## Task details
Once every line below with "highway" has been counted, state the total and nothing else.

## Raw data

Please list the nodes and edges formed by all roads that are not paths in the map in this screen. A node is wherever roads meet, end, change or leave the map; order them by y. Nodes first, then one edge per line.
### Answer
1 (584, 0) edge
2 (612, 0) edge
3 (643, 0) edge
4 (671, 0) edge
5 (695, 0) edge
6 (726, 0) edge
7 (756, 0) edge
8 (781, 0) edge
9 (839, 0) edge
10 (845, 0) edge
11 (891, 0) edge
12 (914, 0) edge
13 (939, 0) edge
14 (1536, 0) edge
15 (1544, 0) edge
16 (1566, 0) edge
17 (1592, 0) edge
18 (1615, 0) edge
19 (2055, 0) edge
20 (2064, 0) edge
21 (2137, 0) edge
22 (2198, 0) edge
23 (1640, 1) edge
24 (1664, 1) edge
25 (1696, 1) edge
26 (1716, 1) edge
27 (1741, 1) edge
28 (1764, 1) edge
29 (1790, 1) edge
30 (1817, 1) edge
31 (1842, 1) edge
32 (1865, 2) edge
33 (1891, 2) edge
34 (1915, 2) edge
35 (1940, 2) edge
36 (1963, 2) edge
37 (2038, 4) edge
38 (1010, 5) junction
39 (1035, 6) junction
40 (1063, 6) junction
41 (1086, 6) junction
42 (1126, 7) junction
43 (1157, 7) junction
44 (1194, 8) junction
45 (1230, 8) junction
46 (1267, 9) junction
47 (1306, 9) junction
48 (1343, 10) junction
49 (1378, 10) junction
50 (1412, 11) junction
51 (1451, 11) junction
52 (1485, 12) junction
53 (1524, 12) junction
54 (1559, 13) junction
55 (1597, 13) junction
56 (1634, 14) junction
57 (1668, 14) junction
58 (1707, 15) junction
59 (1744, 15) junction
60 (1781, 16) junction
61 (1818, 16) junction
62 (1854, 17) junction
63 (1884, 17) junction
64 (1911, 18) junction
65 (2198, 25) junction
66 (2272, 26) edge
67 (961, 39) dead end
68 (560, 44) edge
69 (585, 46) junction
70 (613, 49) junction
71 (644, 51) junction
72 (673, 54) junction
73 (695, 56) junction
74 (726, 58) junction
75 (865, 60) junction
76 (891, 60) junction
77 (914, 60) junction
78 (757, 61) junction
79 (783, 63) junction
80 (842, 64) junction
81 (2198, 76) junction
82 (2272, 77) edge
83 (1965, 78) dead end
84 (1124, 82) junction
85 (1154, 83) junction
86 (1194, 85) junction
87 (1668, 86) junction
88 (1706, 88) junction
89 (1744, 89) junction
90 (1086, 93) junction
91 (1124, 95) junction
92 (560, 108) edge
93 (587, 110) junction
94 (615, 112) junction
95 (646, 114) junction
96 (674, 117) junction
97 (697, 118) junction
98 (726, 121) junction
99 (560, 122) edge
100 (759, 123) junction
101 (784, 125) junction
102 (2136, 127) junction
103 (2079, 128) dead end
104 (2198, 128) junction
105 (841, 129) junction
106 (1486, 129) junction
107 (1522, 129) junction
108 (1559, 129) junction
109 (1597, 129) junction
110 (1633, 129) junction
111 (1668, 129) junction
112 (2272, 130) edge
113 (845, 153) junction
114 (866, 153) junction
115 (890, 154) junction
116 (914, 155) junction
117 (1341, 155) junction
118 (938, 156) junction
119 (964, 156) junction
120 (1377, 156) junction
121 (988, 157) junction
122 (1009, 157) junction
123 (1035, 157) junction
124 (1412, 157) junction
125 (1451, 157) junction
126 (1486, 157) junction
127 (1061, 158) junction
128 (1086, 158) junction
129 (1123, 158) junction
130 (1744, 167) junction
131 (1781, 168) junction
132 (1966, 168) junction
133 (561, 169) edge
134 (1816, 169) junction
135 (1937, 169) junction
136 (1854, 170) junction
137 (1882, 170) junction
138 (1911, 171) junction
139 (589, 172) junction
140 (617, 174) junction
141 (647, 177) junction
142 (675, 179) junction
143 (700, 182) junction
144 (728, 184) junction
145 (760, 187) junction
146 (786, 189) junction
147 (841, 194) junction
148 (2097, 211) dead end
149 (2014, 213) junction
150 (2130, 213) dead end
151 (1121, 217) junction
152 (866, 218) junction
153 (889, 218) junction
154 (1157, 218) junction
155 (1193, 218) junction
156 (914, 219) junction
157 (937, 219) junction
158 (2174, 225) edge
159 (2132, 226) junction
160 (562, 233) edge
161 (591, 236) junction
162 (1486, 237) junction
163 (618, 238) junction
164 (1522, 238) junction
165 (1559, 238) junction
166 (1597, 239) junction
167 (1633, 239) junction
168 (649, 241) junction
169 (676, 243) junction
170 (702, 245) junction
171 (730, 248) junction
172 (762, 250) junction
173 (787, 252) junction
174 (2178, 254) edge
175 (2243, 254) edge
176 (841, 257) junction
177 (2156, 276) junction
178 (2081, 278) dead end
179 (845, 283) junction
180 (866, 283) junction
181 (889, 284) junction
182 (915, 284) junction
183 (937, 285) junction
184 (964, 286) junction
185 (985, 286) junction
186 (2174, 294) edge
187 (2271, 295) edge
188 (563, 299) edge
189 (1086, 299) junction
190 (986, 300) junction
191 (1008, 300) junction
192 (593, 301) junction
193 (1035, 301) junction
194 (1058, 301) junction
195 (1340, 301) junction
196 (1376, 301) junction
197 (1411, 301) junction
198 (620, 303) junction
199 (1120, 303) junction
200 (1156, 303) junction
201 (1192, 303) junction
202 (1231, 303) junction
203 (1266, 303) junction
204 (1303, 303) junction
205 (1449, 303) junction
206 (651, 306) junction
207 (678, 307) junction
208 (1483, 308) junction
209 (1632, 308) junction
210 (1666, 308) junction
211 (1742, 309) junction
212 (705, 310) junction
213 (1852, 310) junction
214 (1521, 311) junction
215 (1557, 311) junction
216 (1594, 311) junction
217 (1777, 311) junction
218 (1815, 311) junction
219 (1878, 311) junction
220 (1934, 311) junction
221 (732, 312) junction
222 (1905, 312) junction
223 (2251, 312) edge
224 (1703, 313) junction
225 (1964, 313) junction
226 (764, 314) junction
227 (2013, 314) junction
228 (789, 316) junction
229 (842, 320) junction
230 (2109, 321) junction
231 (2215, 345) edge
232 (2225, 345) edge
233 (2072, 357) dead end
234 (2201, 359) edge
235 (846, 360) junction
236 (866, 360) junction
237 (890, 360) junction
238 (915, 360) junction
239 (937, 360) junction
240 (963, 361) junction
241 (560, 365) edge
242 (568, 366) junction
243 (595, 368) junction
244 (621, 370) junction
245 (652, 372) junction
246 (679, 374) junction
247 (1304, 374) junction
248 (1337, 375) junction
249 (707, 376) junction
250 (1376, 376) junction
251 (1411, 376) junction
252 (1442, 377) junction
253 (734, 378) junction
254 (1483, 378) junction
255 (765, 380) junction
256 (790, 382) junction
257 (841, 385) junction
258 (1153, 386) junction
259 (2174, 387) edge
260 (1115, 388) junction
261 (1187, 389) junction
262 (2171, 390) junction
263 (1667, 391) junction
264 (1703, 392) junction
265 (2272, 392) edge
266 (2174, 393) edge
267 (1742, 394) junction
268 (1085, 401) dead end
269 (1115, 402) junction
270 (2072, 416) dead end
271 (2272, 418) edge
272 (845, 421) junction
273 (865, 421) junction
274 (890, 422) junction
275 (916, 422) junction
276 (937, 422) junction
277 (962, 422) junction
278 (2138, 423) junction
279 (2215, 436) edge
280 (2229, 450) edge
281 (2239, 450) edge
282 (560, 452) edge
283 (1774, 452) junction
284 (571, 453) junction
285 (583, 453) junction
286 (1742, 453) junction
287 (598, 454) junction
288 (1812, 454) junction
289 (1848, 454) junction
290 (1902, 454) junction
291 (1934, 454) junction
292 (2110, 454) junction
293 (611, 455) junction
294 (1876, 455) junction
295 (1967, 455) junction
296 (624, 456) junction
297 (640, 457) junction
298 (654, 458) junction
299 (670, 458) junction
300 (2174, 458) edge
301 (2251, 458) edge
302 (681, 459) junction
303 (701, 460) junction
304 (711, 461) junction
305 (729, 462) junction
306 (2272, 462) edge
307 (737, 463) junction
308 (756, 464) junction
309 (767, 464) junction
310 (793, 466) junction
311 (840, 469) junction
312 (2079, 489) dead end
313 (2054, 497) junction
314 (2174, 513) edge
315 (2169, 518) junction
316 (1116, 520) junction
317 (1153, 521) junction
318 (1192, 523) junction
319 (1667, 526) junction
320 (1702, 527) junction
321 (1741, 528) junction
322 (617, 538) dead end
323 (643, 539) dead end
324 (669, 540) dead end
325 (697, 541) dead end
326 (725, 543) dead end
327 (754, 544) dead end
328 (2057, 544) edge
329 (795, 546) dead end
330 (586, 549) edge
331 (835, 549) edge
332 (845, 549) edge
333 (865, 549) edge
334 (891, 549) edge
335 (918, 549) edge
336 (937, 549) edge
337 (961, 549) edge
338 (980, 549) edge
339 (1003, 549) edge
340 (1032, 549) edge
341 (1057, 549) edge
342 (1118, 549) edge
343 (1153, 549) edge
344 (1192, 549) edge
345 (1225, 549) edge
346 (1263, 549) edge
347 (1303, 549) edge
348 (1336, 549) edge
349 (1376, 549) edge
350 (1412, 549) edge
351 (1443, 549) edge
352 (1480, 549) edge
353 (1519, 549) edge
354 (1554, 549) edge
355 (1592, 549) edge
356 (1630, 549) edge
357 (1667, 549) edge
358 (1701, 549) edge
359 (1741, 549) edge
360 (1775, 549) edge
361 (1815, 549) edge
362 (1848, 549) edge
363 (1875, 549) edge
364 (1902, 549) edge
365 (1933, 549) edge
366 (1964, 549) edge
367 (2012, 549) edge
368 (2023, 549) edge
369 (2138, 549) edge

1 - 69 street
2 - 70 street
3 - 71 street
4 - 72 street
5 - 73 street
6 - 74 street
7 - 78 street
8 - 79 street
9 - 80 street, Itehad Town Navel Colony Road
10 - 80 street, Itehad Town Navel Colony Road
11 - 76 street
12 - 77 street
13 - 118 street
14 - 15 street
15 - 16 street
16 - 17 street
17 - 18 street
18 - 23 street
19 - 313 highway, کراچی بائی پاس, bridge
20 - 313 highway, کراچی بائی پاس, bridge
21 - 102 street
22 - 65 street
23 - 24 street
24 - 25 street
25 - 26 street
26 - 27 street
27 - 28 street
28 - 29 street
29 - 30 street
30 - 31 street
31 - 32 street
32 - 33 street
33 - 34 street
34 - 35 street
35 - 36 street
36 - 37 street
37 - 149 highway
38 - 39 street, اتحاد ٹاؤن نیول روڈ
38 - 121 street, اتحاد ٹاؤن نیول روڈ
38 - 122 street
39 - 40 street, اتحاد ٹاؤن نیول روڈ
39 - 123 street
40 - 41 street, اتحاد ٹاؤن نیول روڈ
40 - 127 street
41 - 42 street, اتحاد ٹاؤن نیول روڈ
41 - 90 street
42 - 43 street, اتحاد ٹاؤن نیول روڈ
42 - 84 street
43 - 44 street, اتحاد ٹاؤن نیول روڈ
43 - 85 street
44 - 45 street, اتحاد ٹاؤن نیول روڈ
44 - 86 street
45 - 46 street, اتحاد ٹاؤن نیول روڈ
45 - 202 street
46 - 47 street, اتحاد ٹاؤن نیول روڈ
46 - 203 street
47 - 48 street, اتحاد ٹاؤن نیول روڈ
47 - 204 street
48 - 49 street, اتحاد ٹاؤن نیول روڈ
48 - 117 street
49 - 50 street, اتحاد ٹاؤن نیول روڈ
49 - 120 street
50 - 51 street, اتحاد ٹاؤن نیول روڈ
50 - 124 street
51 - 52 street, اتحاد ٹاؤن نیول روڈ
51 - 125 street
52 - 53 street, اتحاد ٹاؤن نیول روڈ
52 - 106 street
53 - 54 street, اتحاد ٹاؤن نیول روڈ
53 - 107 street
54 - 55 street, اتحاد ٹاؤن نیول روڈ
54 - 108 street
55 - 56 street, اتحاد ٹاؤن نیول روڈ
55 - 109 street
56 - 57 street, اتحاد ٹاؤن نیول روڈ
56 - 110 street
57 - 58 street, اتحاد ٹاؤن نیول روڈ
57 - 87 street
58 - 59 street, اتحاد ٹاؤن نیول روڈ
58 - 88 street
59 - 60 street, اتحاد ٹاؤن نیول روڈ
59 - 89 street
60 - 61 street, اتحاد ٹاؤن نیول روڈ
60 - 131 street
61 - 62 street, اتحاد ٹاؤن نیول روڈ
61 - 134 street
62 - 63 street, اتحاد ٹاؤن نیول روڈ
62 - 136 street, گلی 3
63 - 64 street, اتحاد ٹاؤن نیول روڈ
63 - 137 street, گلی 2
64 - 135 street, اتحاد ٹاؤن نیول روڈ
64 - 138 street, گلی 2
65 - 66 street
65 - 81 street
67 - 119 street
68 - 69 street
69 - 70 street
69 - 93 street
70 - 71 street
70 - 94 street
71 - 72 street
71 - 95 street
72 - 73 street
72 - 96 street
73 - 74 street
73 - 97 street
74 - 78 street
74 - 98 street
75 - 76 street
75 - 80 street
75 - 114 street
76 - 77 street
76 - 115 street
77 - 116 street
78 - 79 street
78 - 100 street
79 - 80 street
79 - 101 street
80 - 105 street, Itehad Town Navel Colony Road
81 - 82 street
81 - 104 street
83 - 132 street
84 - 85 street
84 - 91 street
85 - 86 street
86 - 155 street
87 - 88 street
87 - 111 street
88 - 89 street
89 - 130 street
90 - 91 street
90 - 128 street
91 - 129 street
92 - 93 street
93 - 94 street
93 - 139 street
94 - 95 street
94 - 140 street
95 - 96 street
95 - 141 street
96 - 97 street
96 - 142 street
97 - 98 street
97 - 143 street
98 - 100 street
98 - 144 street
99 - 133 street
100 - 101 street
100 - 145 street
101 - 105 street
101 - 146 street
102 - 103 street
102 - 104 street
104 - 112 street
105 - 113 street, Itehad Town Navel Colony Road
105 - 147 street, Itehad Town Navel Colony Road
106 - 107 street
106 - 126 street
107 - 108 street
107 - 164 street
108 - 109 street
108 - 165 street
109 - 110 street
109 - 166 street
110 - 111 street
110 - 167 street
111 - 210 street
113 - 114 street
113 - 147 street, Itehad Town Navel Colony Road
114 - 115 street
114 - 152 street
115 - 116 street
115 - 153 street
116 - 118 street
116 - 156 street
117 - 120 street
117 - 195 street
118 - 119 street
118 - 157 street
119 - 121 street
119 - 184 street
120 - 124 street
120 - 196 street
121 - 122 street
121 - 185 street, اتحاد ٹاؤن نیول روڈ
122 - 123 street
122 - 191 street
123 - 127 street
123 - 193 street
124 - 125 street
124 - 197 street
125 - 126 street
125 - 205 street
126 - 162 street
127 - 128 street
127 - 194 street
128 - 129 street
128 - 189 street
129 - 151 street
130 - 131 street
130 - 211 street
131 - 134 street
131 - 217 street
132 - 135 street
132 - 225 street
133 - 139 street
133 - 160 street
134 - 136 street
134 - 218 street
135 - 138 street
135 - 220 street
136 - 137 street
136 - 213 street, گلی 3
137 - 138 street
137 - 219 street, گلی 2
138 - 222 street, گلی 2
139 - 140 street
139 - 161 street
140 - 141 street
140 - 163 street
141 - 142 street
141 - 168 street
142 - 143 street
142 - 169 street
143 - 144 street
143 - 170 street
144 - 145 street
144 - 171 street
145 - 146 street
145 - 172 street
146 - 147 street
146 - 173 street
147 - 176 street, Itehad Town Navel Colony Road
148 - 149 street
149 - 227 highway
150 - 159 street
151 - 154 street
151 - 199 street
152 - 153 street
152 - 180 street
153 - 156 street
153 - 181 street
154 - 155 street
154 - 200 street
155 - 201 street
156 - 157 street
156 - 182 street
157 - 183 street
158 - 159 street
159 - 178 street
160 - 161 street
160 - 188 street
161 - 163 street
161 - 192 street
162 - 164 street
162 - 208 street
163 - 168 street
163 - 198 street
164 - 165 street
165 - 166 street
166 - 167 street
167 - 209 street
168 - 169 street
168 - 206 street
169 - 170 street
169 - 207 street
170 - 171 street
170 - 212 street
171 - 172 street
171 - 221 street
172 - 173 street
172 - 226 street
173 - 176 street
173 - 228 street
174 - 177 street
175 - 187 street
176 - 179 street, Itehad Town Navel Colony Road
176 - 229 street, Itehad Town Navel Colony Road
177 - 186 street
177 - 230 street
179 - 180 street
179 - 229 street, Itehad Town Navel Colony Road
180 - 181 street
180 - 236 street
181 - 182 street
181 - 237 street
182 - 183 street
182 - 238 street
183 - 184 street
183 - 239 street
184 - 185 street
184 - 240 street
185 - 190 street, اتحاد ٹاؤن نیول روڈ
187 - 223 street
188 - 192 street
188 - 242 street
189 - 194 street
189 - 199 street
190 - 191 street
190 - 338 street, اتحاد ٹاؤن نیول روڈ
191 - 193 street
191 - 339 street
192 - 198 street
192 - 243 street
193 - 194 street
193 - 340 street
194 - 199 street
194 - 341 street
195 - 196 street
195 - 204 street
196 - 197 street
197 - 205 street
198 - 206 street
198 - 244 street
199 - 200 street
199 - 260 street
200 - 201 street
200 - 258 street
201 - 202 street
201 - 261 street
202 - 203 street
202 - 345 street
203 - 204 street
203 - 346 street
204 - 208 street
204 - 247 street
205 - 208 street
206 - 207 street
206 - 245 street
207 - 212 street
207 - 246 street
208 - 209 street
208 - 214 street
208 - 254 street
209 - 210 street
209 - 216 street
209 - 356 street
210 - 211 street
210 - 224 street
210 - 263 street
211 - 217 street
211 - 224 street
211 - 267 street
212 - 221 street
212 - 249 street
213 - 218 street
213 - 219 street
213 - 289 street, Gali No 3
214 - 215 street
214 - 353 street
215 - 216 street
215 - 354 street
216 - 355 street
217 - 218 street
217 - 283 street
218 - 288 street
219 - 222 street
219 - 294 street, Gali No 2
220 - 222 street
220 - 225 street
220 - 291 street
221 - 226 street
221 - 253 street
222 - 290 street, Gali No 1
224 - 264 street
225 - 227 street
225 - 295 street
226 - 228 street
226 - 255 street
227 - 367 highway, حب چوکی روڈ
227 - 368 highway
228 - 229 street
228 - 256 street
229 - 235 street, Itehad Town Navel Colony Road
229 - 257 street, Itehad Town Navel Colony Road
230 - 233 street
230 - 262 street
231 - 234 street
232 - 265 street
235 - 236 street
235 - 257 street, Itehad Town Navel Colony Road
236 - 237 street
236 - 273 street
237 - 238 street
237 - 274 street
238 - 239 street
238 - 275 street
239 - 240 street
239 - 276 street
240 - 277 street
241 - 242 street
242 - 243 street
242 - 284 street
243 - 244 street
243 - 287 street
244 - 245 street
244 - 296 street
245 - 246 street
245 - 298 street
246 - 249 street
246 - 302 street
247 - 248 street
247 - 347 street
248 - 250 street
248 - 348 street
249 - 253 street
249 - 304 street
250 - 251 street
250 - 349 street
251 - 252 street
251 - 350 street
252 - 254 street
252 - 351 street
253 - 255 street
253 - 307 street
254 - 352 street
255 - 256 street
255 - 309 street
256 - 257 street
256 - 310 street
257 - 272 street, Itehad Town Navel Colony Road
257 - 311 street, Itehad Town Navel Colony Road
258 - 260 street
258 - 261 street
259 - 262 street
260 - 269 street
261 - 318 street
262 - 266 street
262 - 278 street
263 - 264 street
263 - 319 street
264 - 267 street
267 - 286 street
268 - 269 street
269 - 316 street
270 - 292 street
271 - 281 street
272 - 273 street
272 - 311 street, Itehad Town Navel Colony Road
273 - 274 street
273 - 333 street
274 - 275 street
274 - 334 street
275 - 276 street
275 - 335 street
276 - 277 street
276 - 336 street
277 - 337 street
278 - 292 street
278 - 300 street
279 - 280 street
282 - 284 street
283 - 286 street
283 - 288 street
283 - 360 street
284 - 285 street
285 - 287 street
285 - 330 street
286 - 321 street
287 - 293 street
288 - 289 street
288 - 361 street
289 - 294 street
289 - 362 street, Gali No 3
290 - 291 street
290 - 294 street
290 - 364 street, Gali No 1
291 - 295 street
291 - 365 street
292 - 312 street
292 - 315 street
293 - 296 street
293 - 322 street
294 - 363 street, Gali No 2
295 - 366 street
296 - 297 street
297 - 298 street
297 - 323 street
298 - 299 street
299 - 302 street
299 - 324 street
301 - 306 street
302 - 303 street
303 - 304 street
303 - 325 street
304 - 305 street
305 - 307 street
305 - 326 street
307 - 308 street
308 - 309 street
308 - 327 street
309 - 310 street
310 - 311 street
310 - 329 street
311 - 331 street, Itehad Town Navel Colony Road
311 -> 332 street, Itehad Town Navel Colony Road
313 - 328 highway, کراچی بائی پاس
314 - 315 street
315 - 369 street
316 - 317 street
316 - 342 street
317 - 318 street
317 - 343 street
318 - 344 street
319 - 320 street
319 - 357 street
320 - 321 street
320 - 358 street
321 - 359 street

## Exercise solution
7